## PROBLEM TO SOLVE:
You are asked to reproduce the listing exactly and to omit its pictures.

[EXERCISE DATA]

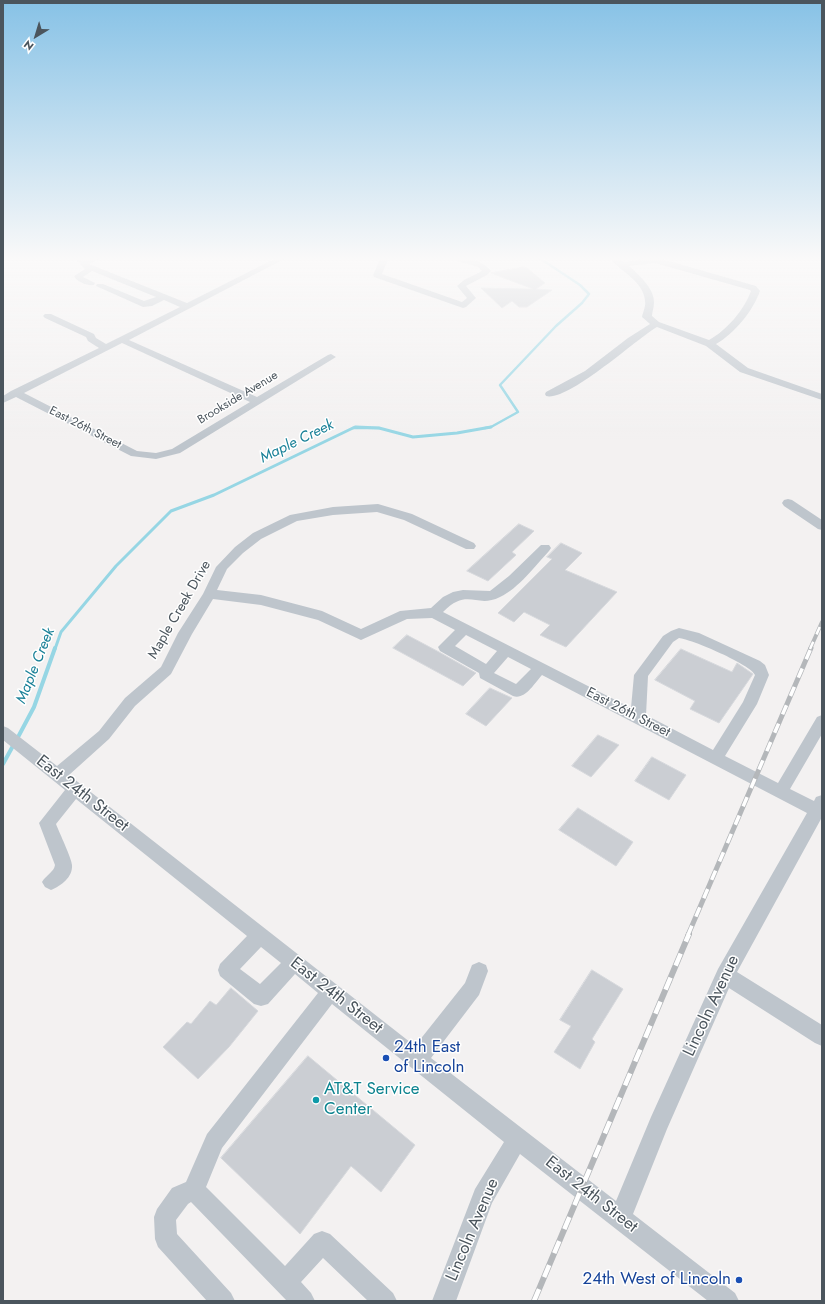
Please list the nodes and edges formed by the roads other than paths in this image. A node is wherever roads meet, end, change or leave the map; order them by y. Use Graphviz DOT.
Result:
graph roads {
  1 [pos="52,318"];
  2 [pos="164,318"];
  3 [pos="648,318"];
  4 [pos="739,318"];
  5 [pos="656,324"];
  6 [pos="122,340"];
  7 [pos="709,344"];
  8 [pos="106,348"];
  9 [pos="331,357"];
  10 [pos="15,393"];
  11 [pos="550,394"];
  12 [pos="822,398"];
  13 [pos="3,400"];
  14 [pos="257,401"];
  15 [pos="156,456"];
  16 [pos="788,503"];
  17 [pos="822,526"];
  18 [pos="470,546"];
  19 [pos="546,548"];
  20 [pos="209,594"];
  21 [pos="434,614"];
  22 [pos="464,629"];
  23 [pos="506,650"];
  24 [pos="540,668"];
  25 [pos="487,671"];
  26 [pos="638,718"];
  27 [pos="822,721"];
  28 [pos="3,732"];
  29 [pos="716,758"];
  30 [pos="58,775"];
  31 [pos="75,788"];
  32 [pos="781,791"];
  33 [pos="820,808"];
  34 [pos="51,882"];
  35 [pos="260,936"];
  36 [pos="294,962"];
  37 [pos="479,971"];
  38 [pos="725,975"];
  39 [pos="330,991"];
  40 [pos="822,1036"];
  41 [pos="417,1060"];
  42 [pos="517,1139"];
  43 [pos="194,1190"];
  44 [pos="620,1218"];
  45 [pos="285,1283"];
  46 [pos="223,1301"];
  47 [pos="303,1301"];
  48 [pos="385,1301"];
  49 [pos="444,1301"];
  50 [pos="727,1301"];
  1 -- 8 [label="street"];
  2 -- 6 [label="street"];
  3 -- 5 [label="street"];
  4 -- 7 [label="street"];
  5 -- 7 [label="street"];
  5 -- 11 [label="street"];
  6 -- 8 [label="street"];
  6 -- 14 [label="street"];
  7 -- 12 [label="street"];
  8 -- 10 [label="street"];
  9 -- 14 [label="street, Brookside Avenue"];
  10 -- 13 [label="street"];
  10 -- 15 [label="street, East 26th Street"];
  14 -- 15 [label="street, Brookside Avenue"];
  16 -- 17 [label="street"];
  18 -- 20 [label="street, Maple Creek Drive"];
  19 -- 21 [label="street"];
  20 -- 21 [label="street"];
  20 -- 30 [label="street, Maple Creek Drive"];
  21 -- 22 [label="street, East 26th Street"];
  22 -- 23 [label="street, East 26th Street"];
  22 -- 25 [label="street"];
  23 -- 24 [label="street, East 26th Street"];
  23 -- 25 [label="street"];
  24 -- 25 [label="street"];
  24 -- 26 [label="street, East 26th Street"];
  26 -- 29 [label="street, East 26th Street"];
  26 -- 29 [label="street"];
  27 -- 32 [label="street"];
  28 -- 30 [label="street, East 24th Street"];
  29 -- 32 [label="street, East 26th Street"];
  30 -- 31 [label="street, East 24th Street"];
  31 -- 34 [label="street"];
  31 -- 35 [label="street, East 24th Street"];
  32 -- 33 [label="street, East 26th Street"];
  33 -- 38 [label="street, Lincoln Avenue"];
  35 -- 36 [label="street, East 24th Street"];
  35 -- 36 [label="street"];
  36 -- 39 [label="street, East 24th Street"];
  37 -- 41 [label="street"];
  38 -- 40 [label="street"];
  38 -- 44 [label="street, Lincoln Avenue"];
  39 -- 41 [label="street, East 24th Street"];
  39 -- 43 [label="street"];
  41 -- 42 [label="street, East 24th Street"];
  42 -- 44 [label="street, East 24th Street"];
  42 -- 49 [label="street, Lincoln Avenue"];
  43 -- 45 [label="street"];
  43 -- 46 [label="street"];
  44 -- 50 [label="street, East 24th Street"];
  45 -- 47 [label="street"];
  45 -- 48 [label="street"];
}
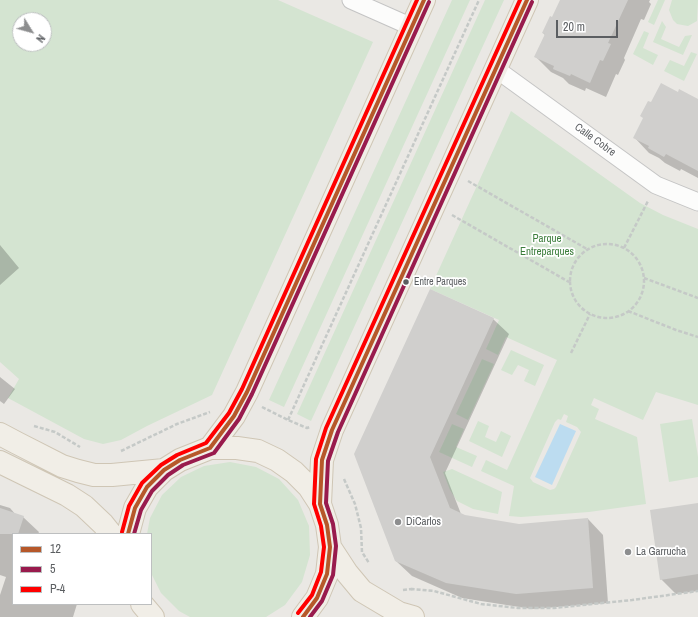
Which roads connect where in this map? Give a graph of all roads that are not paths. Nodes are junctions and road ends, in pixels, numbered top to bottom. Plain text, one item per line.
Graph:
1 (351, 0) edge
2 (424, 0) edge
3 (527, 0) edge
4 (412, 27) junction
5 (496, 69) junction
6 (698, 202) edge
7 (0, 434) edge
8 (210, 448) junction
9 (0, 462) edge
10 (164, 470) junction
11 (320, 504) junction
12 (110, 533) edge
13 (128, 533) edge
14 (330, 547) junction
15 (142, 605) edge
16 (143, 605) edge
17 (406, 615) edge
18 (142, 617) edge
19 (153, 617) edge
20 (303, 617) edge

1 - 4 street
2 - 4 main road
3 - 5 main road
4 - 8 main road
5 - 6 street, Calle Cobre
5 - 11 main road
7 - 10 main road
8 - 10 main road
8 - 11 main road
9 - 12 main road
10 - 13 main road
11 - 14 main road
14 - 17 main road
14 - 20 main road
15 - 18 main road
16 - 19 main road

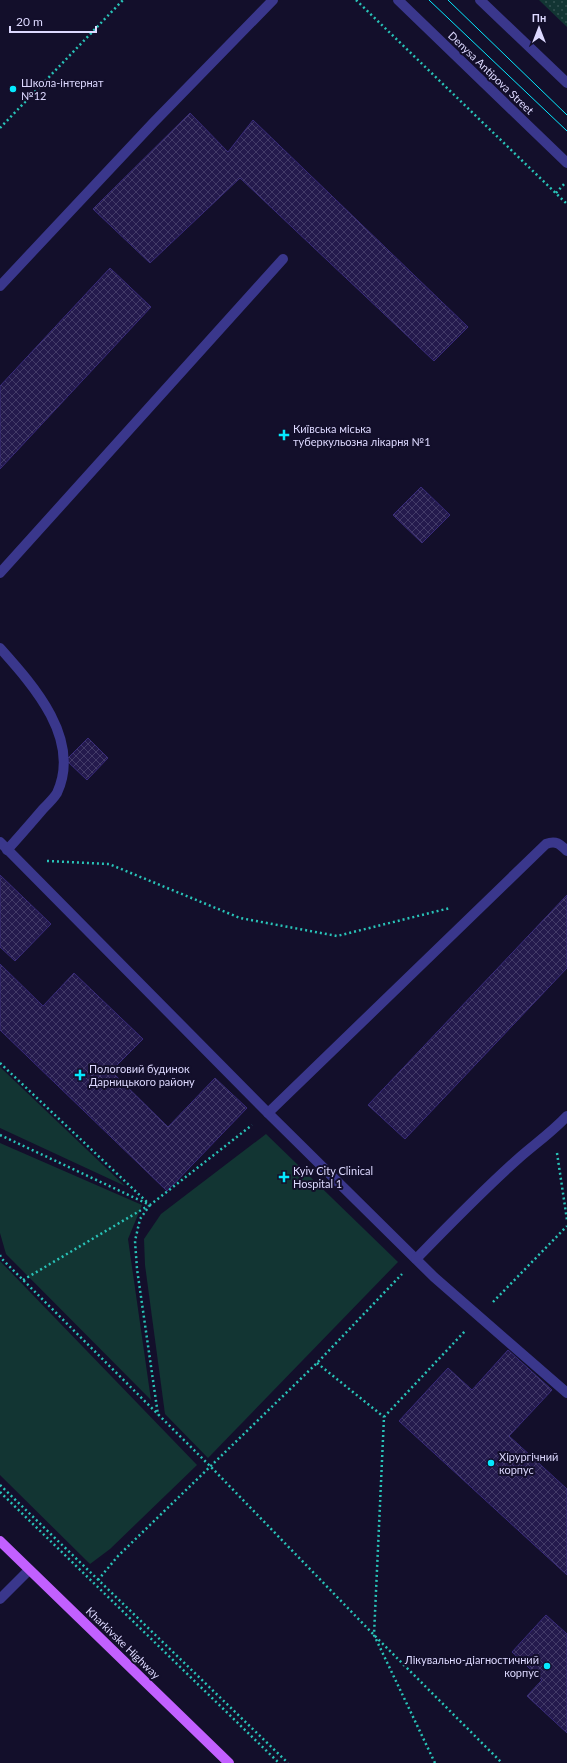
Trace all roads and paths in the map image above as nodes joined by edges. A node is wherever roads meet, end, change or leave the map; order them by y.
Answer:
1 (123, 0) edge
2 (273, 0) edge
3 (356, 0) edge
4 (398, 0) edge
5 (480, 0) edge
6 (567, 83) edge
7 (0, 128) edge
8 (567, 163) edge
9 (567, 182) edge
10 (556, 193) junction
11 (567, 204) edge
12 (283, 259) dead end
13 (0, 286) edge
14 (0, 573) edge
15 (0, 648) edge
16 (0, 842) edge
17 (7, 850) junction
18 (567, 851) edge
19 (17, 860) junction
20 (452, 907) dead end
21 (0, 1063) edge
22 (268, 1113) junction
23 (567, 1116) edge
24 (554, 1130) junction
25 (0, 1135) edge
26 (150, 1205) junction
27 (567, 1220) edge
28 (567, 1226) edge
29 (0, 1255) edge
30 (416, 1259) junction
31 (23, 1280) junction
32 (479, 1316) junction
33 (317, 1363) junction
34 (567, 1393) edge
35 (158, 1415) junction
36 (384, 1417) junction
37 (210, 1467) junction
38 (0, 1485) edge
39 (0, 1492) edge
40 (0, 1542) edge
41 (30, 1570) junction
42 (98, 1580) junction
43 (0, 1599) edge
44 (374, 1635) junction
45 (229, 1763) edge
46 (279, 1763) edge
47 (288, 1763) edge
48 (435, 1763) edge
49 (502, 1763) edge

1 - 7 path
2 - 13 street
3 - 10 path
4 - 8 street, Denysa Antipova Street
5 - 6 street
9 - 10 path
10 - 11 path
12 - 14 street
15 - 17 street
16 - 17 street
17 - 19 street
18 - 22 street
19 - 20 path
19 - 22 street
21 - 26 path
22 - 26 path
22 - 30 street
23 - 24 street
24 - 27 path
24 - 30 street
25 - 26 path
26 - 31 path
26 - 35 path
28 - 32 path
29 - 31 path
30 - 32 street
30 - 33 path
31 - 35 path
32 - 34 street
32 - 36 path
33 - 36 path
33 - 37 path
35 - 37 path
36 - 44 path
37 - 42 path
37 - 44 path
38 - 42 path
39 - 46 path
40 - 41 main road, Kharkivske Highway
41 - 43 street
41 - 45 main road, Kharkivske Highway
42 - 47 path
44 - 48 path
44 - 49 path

[/EXERCISE DATA]

## REPLY:
Please list the nodes and edges formed by the roads other than paths in this image. A node is wherever roads meet, end, change or leave the map; order them by y. Use Graphviz DOT.
Result:
graph roads {
  1 [pos="52,318"];
  2 [pos="164,318"];
  3 [pos="648,318"];
  4 [pos="739,318"];
  5 [pos="656,324"];
  6 [pos="122,340"];
  7 [pos="709,344"];
  8 [pos="106,348"];
  9 [pos="331,357"];
  10 [pos="15,393"];
  11 [pos="550,394"];
  12 [pos="822,398"];
  13 [pos="3,400"];
  14 [pos="257,401"];
  15 [pos="156,456"];
  16 [pos="788,503"];
  17 [pos="822,526"];
  18 [pos="470,546"];
  19 [pos="546,548"];
  20 [pos="209,594"];
  21 [pos="434,614"];
  22 [pos="464,629"];
  23 [pos="506,650"];
  24 [pos="540,668"];
  25 [pos="487,671"];
  26 [pos="638,718"];
  27 [pos="822,721"];
  28 [pos="3,732"];
  29 [pos="716,758"];
  30 [pos="58,775"];
  31 [pos="75,788"];
  32 [pos="781,791"];
  33 [pos="820,808"];
  34 [pos="51,882"];
  35 [pos="260,936"];
  36 [pos="294,962"];
  37 [pos="479,971"];
  38 [pos="725,975"];
  39 [pos="330,991"];
  40 [pos="822,1036"];
  41 [pos="417,1060"];
  42 [pos="517,1139"];
  43 [pos="194,1190"];
  44 [pos="620,1218"];
  45 [pos="285,1283"];
  46 [pos="223,1301"];
  47 [pos="303,1301"];
  48 [pos="385,1301"];
  49 [pos="444,1301"];
  50 [pos="727,1301"];
  1 -- 8 [label="street"];
  2 -- 6 [label="street"];
  3 -- 5 [label="street"];
  4 -- 7 [label="street"];
  5 -- 7 [label="street"];
  5 -- 11 [label="street"];
  6 -- 8 [label="street"];
  6 -- 14 [label="street"];
  7 -- 12 [label="street"];
  8 -- 10 [label="street"];
  9 -- 14 [label="street, Brookside Avenue"];
  10 -- 13 [label="street"];
  10 -- 15 [label="street, East 26th Street"];
  14 -- 15 [label="street, Brookside Avenue"];
  16 -- 17 [label="street"];
  18 -- 20 [label="street, Maple Creek Drive"];
  19 -- 21 [label="street"];
  20 -- 21 [label="street"];
  20 -- 30 [label="street, Maple Creek Drive"];
  21 -- 22 [label="street, East 26th Street"];
  22 -- 23 [label="street, East 26th Street"];
  22 -- 25 [label="street"];
  23 -- 24 [label="street, East 26th Street"];
  23 -- 25 [label="street"];
  24 -- 25 [label="street"];
  24 -- 26 [label="street, East 26th Street"];
  26 -- 29 [label="street, East 26th Street"];
  26 -- 29 [label="street"];
  27 -- 32 [label="street"];
  28 -- 30 [label="street, East 24th Street"];
  29 -- 32 [label="street, East 26th Street"];
  30 -- 31 [label="street, East 24th Street"];
  31 -- 34 [label="street"];
  31 -- 35 [label="street, East 24th Street"];
  32 -- 33 [label="street, East 26th Street"];
  33 -- 38 [label="street, Lincoln Avenue"];
  35 -- 36 [label="street, East 24th Street"];
  35 -- 36 [label="street"];
  36 -- 39 [label="street, East 24th Street"];
  37 -- 41 [label="street"];
  38 -- 40 [label="street"];
  38 -- 44 [label="street, Lincoln Avenue"];
  39 -- 41 [label="street, East 24th Street"];
  39 -- 43 [label="street"];
  41 -- 42 [label="street, East 24th Street"];
  42 -- 44 [label="street, East 24th Street"];
  42 -- 49 [label="street, Lincoln Avenue"];
  43 -- 45 [label="street"];
  43 -- 46 [label="street"];
  44 -- 50 [label="street, East 24th Street"];
  45 -- 47 [label="street"];
  45 -- 48 [label="street"];
}
Which roads connect where in this map? Give a graph of all roads that are not paths. Nodes are junctions and road ends, in pixels, numbered top to bottom. Plain text, one item per line.
Graph:
1 (351, 0) edge
2 (424, 0) edge
3 (527, 0) edge
4 (412, 27) junction
5 (496, 69) junction
6 (698, 202) edge
7 (0, 434) edge
8 (210, 448) junction
9 (0, 462) edge
10 (164, 470) junction
11 (320, 504) junction
12 (110, 533) edge
13 (128, 533) edge
14 (330, 547) junction
15 (142, 605) edge
16 (143, 605) edge
17 (406, 615) edge
18 (142, 617) edge
19 (153, 617) edge
20 (303, 617) edge

1 - 4 street
2 - 4 main road
3 - 5 main road
4 - 8 main road
5 - 6 street, Calle Cobre
5 - 11 main road
7 - 10 main road
8 - 10 main road
8 - 11 main road
9 - 12 main road
10 - 13 main road
11 - 14 main road
14 - 17 main road
14 - 20 main road
15 - 18 main road
16 - 19 main road

Trace all roads and paths in the map image above as nodes joined by edges. A node is wherever roads meet, end, change or leave the map; order them by y.
Answer:
1 (123, 0) edge
2 (273, 0) edge
3 (356, 0) edge
4 (398, 0) edge
5 (480, 0) edge
6 (567, 83) edge
7 (0, 128) edge
8 (567, 163) edge
9 (567, 182) edge
10 (556, 193) junction
11 (567, 204) edge
12 (283, 259) dead end
13 (0, 286) edge
14 (0, 573) edge
15 (0, 648) edge
16 (0, 842) edge
17 (7, 850) junction
18 (567, 851) edge
19 (17, 860) junction
20 (452, 907) dead end
21 (0, 1063) edge
22 (268, 1113) junction
23 (567, 1116) edge
24 (554, 1130) junction
25 (0, 1135) edge
26 (150, 1205) junction
27 (567, 1220) edge
28 (567, 1226) edge
29 (0, 1255) edge
30 (416, 1259) junction
31 (23, 1280) junction
32 (479, 1316) junction
33 (317, 1363) junction
34 (567, 1393) edge
35 (158, 1415) junction
36 (384, 1417) junction
37 (210, 1467) junction
38 (0, 1485) edge
39 (0, 1492) edge
40 (0, 1542) edge
41 (30, 1570) junction
42 (98, 1580) junction
43 (0, 1599) edge
44 (374, 1635) junction
45 (229, 1763) edge
46 (279, 1763) edge
47 (288, 1763) edge
48 (435, 1763) edge
49 (502, 1763) edge

1 - 7 path
2 - 13 street
3 - 10 path
4 - 8 street, Denysa Antipova Street
5 - 6 street
9 - 10 path
10 - 11 path
12 - 14 street
15 - 17 street
16 - 17 street
17 - 19 street
18 - 22 street
19 - 20 path
19 - 22 street
21 - 26 path
22 - 26 path
22 - 30 street
23 - 24 street
24 - 27 path
24 - 30 street
25 - 26 path
26 - 31 path
26 - 35 path
28 - 32 path
29 - 31 path
30 - 32 street
30 - 33 path
31 - 35 path
32 - 34 street
32 - 36 path
33 - 36 path
33 - 37 path
35 - 37 path
36 - 44 path
37 - 42 path
37 - 44 path
38 - 42 path
39 - 46 path
40 - 41 main road, Kharkivske Highway
41 - 43 street
41 - 45 main road, Kharkivske Highway
42 - 47 path
44 - 48 path
44 - 49 path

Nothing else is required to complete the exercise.